Vladimir Susin

Personal information
- Full name: Vladimir Sergeyevich Susin
- Date of birth: 11 June 1956
- Place of birth: Kaluga, Russian SFSR, USSR
- Date of death: 26 November 2025 (aged 69)
- Height: 1.72 m (5 ft 8 in)
- Position: Striker

Senior career*
- Years: Team / Apps / (Gls)
- 1978–1979: Lokomotiv Moscow / 14 / (1)
- 1979: FC Lokomotiv Kaluga
- 1980–1981: SKA Khabarovsk / 91 / (16)
- 1982: FC Lokomotiv Moscow / 9 / (0)
- 1983: SKA Khabarovsk / 39 / (6)

Managerial career
- 1994–1995: SKA Khabarovsk (assistant)
- 1996–1998: SKA Khabarovsk
- 1999–2001: Okean Nakhodka
- 2002–2005: FC Smena Komsomolsk-na-Amure
- 2006–2009: FC LuTEK-Energiya Luchegorsk (assistant)
- 2010: FC Mostovik-Primorye Ussuriysk

= Vladimir Susin =

Russian footballer and manager (1956–2025)
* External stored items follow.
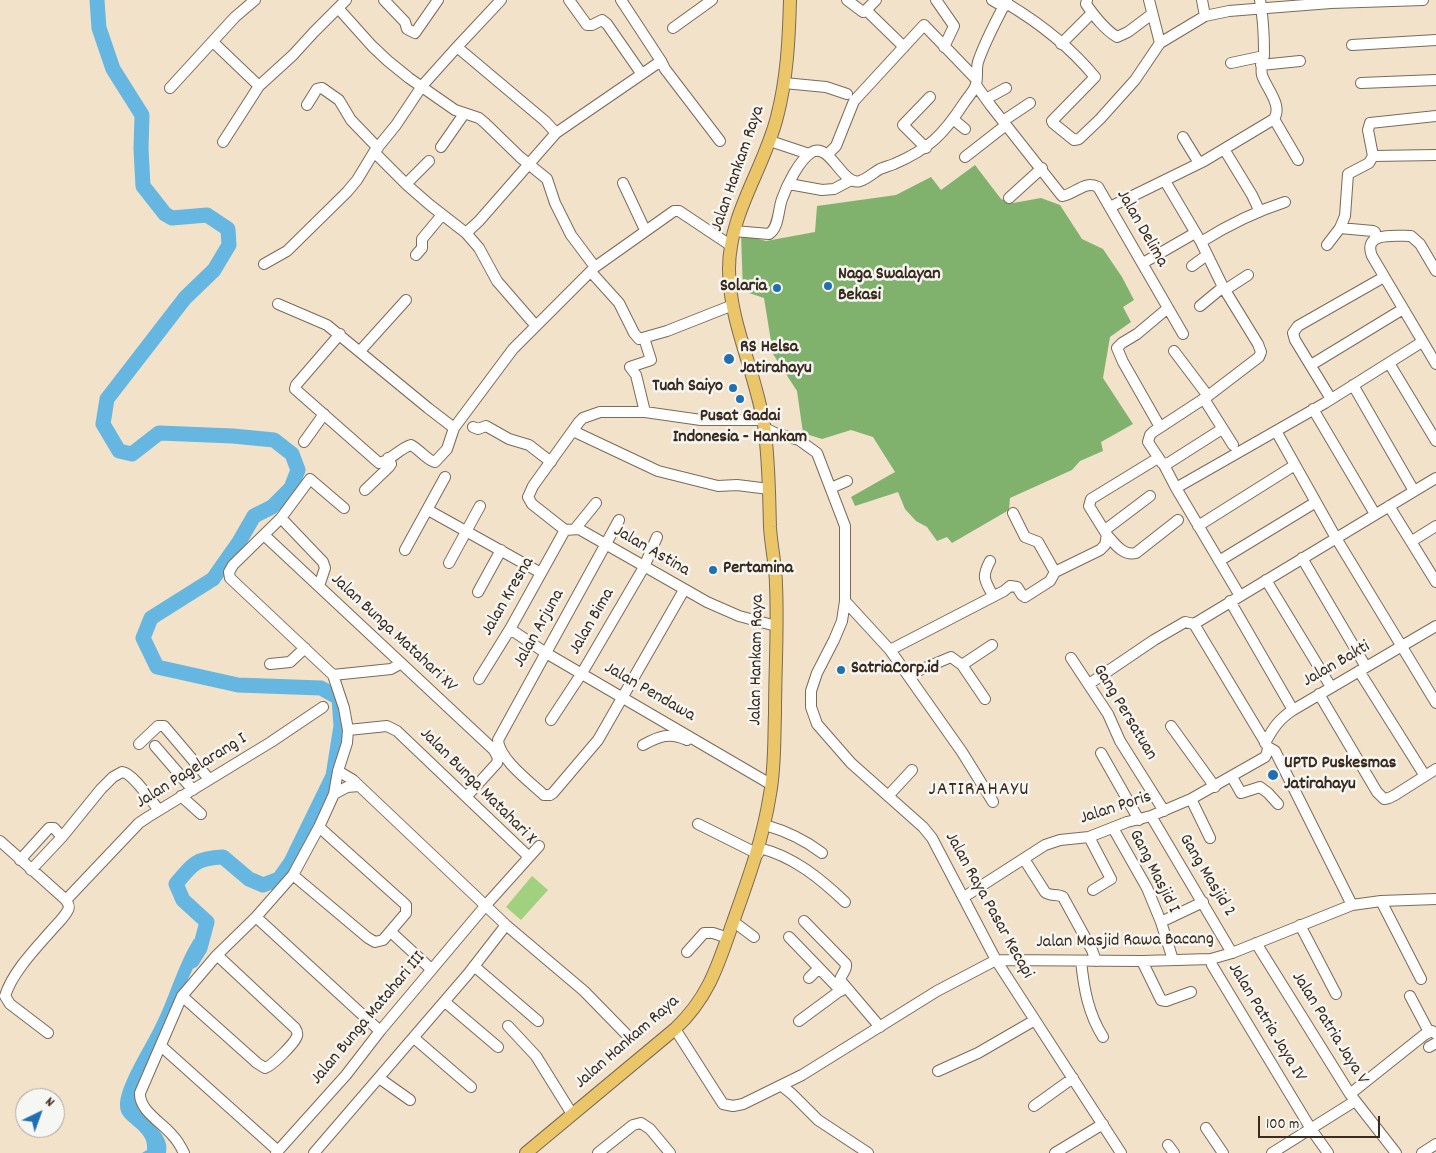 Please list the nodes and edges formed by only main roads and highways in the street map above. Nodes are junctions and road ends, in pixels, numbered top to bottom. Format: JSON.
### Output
{"nodes":[{"id":1,"x":790,"y":0,"type":"edge"},
{"id":2,"x":526,"y":1153,"type":"edge"}],
"edges":[{"from":1,"to":2,"type":"main road","name":"Jalan Hankam Raya"}]} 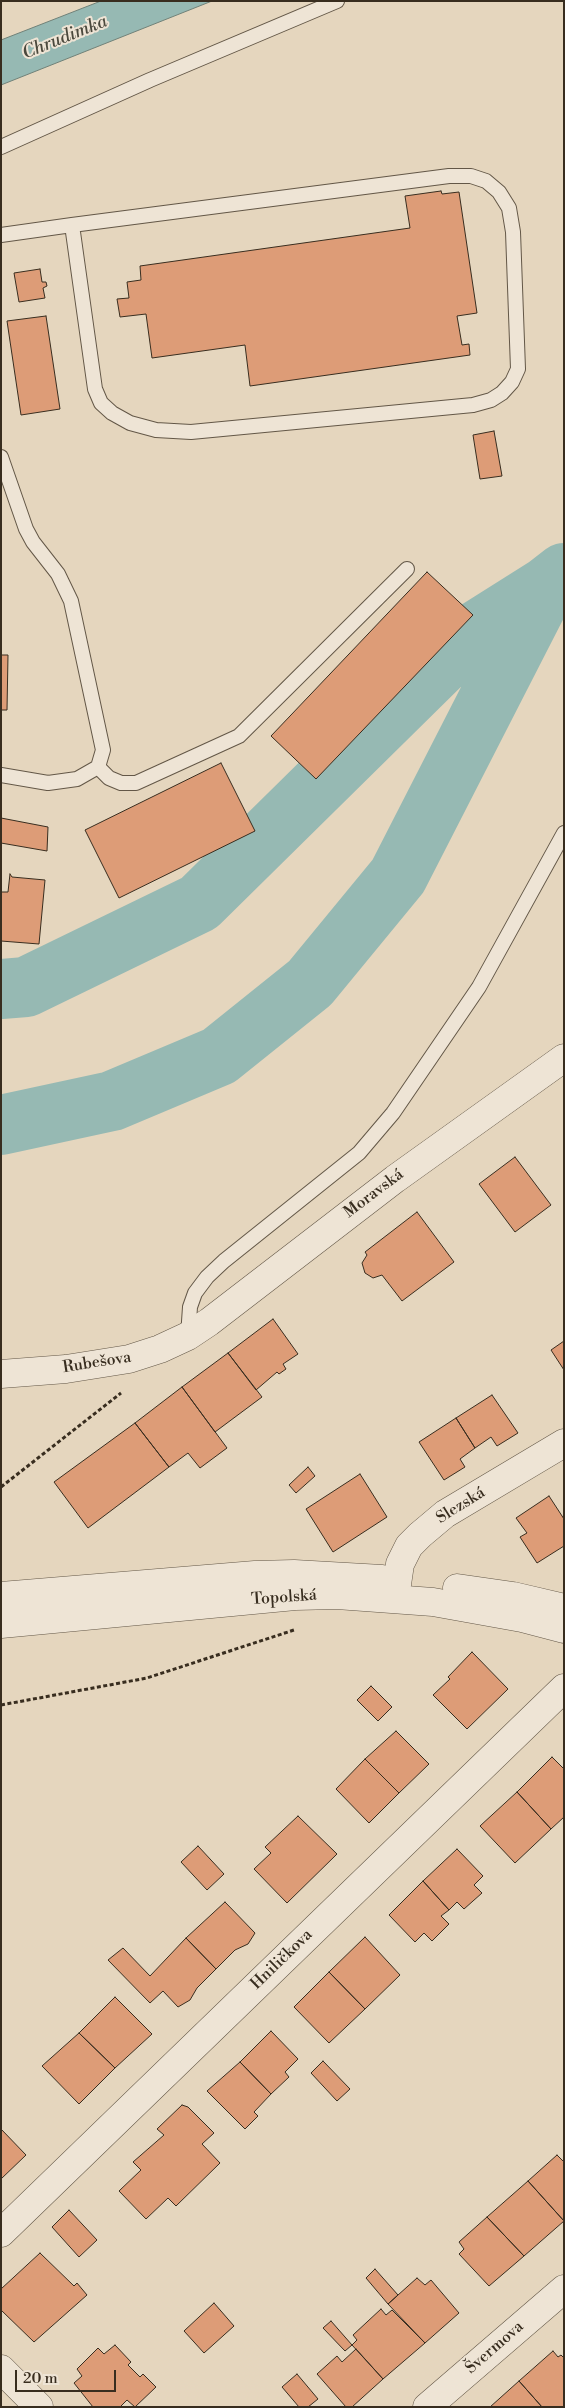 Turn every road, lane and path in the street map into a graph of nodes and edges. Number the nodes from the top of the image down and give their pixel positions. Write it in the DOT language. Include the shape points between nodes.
graph roads {
  1 [pos="337,1"];
  2 [pos="1,148"];
  3 [pos="72,225"];
  4 [pos="1,235"];
  5 [pos="1,457"];
  6 [pos="407,569"];
  7 [pos="98,767"];
  8 [pos="1,775"];
  9 [pos="564,833"];
  10 [pos="564,1058"];
  11 [pos="188,1336"];
  12 [pos="1,1374"];
  13 [pos="128,1387"];
  14 [pos="564,1443"];
  15 [pos="1,1488"];
  16 [pos="396,1589"];
  17 [pos="1,1596"];
  18 [pos="564,1608"];
  19 [pos="1,1624"];
  20 [pos="298,1628"];
  21 [pos="564,1629"];
  22 [pos="564,1688"];
  23 [pos="1,1705"];
  24 [pos="1,2233"];
  25 [pos="564,2289"];
  26 [pos="1,2369"];
  27 [pos="39,2407"];
  28 [pos="427,2407"];
  1 -- 2 [label="lane" via="141,84"];
  3 -- 3 [label="lane" via="449,176 471,176 486,181 499,192 509,208 514,232 518,370 502,392 491,400 473,405 191,432 156,430 130,423 101,403 95,389"];
  3 -- 4 [label="lane"];
  5 -- 7 [label="lane" via="26,529 61,580 71,601 102,740"];
  6 -- 7 [label="lane" via="239,736 136,783 121,783 109,778"];
  7 -- 8 [label="lane" via="63,783"];
  9 -- 11 [label="lane" via="479,986 393,1113 359,1153 207,1277 190,1306"];
  10 -- 11 [label="street, Moravská" via="395,1178"];
  11 -- 12 [label="street, Rubešova" via="129,1359 66,1370"];
  13 -- 15 [label="path"];
  14 -- 16 [label="street, Slezská" via="433,1523 409,1546 400,1564"];
  16 -- 17 [label="street, Topolská" via="294,1574"];
  16 -- 18 [label="street, Topolská" via="513,1596"];
  16 -- 19 [label="street, Topolská"];
  16 -- 21 [label="street, Topolská"];
  20 -- 23 [label="path" via="146,1678"];
  22 -- 24 [label="street, Hniličkova"];
  25 -- 28 [label="street, Švermova"];
  26 -- 27 [label="street"];
} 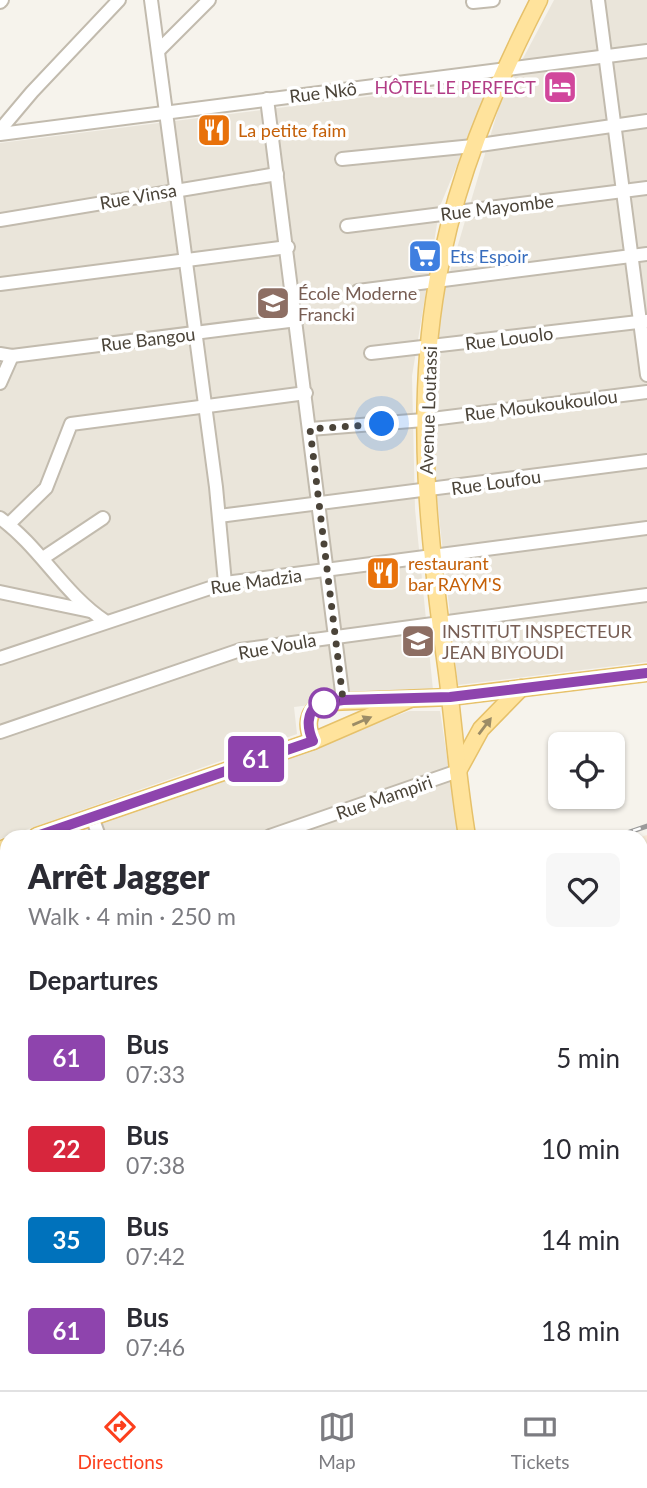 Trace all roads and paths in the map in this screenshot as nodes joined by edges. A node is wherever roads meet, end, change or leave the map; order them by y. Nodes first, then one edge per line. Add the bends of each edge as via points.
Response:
1 (119, 0) edge
2 (151, 0) edge
3 (209, 0) edge
4 (493, 0) edge
5 (539, 0) edge
6 (598, 0) edge
7 (473, 2) dead end
8 (159, 50) junction
9 (647, 51) edge
10 (606, 57) junction
11 (503, 70) junction
12 (267, 99) junction
13 (166, 113) junction
14 (647, 121) edge
15 (615, 126) junction
16 (0, 132) edge
17 (473, 146) junction
18 (342, 159) dead end
19 (277, 174) junction
20 (647, 188) edge
21 (176, 189) junction
22 (623, 191) junction
23 (453, 213) junction
24 (0, 220) edge
25 (347, 226) dead end
26 (288, 247) junction
27 (647, 254) edge
28 (631, 256) junction
29 (186, 261) junction
30 (437, 282) junction
31 (0, 284) edge
32 (358, 291) dead end
33 (297, 320) junction
34 (644, 321) edge
35 (196, 333) junction
36 (430, 347) junction
37 (371, 353) dead end
38 (6, 355) edge
39 (647, 375) edge
40 (0, 383) edge
41 (647, 392) edge
42 (306, 393) junction
43 (205, 408) junction
44 (424, 420) junction
45 (310, 429) junction
46 (647, 461) edge
47 (425, 491) junction
48 (317, 503) junction
49 (219, 516) junction
50 (103, 518) dead end
51 (4, 521) edge
52 (647, 528) edge
53 (431, 556) junction
54 (43, 558) junction
55 (328, 570) junction
56 (225, 583) junction
57 (0, 592) edge
58 (647, 595) edge
59 (90, 611) junction
60 (105, 621) junction
61 (440, 622) junction
62 (334, 637) junction
63 (0, 658) edge
64 (647, 673) edge
65 (521, 688) junction
66 (450, 697) junction
67 (410, 699) junction
68 (343, 700) junction
69 (0, 732) edge
70 (313, 741) junction
71 (458, 771) junction
72 (92, 817) junction
73 (54, 830) edge
74 (97, 830) edge
75 (289, 830) edge
76 (466, 830) edge

1 - 16 street
2 - 8 street
3 - 8 street
4 - 7 street
5 - 11 main road, Avenue Loutassi
6 - 10 street
8 - 13 street
9 - 10 street, Rue Nkô
10 - 11 street, Rue Nkô
10 - 15 street
11 - 12 street, Rue Nkô
11 - 17 main road, Avenue Loutassi
12 - 13 street, Rue Nkô
12 - 19 street
13 - 16 street, Rue Nkô
13 - 21 street
14 - 15 street
15 - 17 street
15 - 22 street
17 - 18 street
17 - 23 main road, Avenue Loutassi
19 - 21 street, Rue Vinsa
19 - 26 street
20 - 22 street, Rue Mayombe
21 - 24 street, Rue Vinsa
21 - 29 street
22 - 23 street, Rue Mayombe
22 - 28 street
23 - 25 street, Rue Mayombe
23 - 30 main road, Avenue Loutassi
26 - 29 street
26 - 33 street
27 - 28 street
28 - 30 street
28 - 34 street
29 - 31 street
29 - 35 street
30 - 32 street
30 - 36 main road, Avenue Loutassi
33 - 35 street, Rue Bangou
33 - 42 street
34 - 36 street, Rue Louolo
34 - 39 street
35 - 38 street, Rue Bangou
35 - 43 street
36 - 37 street, Rue Louolo
36 - 44 main road, Avenue Loutassi
38 - 40 street
41 - 44 street, Rue Moukoukoulou
42 - 43 street
42 - 45 street
43 - 49 street
43 - 51 street via 71,424 46,488
44 - 45 street, Rue Moukoukoulou
44 - 47 main road, Avenue Loutassi
45 - 48 street
46 - 47 street, Rue Loufou
47 - 48 street, Rue Loufou
47 - 53 main road, Avenue Loutassi
48 - 49 street, Rue Loufou
48 - 55 street
49 - 56 street
50 - 54 street
51 - 54 street
52 - 53 street, Rue Madzia
53 - 55 street, Rue Madzia
53 - 61 main road, Avenue Loutassi
54 - 59 street
55 - 56 street, Rue Madzia
55 - 62 street
56 - 60 street, Rue Madzia
57 - 59 street
58 - 61 street, Rue Voula
59 - 60 street
60 - 63 street, Rue Madzia
61 - 62 street, Rue Voula
61 - 66 main road, Avenue Loutassi
62 - 68 street
62 - 69 street, Rue Voula via 240,650
64 - 65 main road
65 - 66 main road
71 -> 65 main road via 481,729
66 - 67 main road
66 - 71 main road, Avenue Loutassi
67 - 68 main road
70 -> 67 main road
68 - 70 main road via 313,708 309,727
70 - 72 main road
71 - 75 street, Rue Mampiri
71 - 76 main road, Avenue Loutassi
72 - 73 main road
72 - 74 street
Vladimir Sergeyevich Susin (Владимир Серге́евич Сусин; 11 June 1956 – 26 November 2025) was a Russian professional football coach and a player. He last managed FC Mostovik-Primorye Ussuriysk in the Russian Second Division in 2010. Susin died on 26 November 2025, at the age of 69.